With a $2 million loan the owner’s required post-funding liquid reserves would minimally be $200,000 (10% of the loan amount). Many investors invest their reserve funds in various ways. A bank deposit might yield 1.5% ($1,500) annually, while over a sufficient time line the Large Cap Blend group of stocks yielded 7.3% ($7,300). The difference is $5,800 a year, an appreciable sum .
In the short term, stock values go up and down for any reason and for no reason. Sometimes the declines are serious. The real (net of inflation) return for the S&P 500 index was a negative 1.4% during the decade of the 1970’s. The first decade of the current century saw a negative 3.4% return. Negative real returns over a decade or more are sour raisins. But it must be remembered that even including these decades of loss, the average total return over extended periods of time has been an annualized, inflation adjusted gain of 7.3%.
Nonetheless, to invest in the stock market, the investor should have the ability (both financial and emotional) to ride out these inevitable declines. To expect one’s principal to grow every successive year, or every decade is a low probability event. But, to repeat, over time – decades – the real return of large cap stocks has been around 7% annually.
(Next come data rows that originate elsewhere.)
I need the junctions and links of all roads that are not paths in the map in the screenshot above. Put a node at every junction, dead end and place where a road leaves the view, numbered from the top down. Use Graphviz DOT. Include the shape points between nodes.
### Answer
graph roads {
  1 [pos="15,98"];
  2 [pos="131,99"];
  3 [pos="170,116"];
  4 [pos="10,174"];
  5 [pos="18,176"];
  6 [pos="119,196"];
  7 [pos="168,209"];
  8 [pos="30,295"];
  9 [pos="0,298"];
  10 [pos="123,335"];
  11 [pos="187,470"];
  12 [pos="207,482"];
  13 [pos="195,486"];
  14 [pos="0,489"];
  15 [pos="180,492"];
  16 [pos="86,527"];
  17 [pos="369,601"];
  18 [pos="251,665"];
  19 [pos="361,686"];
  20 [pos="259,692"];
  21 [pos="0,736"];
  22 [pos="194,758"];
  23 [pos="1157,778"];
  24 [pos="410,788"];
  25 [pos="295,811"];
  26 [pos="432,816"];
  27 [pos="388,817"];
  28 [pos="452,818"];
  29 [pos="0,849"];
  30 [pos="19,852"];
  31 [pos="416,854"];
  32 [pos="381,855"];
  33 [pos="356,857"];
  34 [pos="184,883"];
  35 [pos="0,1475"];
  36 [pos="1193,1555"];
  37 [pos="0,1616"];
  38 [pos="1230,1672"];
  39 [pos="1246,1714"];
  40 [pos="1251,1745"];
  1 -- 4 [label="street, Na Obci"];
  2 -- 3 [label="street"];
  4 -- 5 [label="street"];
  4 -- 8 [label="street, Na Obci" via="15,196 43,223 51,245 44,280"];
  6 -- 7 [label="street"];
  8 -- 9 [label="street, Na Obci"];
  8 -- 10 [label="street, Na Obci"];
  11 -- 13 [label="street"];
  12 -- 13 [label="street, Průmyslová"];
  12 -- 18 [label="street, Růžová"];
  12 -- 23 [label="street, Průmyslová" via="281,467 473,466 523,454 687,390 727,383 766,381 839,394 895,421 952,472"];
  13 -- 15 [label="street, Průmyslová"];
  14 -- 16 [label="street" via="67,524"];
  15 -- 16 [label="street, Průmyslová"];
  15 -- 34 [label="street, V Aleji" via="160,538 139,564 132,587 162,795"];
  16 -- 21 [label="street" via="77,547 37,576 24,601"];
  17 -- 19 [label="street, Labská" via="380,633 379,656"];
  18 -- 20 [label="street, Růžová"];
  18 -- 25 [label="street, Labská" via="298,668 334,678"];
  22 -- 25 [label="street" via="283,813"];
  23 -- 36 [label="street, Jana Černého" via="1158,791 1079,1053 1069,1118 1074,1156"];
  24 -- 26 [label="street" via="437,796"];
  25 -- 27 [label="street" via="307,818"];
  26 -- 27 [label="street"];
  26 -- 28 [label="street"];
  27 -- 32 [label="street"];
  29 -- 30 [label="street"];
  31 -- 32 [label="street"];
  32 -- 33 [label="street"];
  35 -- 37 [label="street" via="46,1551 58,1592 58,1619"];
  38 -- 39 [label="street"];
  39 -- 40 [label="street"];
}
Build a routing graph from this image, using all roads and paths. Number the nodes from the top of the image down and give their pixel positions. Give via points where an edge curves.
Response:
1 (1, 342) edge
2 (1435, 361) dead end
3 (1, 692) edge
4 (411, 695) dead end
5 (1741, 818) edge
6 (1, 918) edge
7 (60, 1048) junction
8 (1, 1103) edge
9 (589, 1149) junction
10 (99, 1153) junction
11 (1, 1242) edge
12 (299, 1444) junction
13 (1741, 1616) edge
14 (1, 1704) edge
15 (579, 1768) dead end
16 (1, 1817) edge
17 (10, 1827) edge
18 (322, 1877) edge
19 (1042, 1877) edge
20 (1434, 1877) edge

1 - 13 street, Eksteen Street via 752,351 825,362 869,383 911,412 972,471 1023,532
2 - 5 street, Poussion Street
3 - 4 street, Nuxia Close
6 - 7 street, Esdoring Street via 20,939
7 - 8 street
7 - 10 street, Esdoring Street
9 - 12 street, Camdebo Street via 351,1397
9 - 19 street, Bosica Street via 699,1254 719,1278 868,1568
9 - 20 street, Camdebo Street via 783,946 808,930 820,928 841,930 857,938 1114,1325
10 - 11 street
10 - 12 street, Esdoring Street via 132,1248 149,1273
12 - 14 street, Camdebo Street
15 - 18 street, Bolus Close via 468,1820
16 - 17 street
This article is for informational purposes only and is not intended as professional advice. For specific circumstances, please contact an appropriately licensed professional. Klarise Yahya is a Commercial Mortgage Broker specializing in difficult-to-place mortgages for any kind of property. If you are thinking of refinancing or purchasing real estate Klarise Yahya can help. For a complimentary mortgage analysis, please call her at (818) 414-7830 or email [email protected]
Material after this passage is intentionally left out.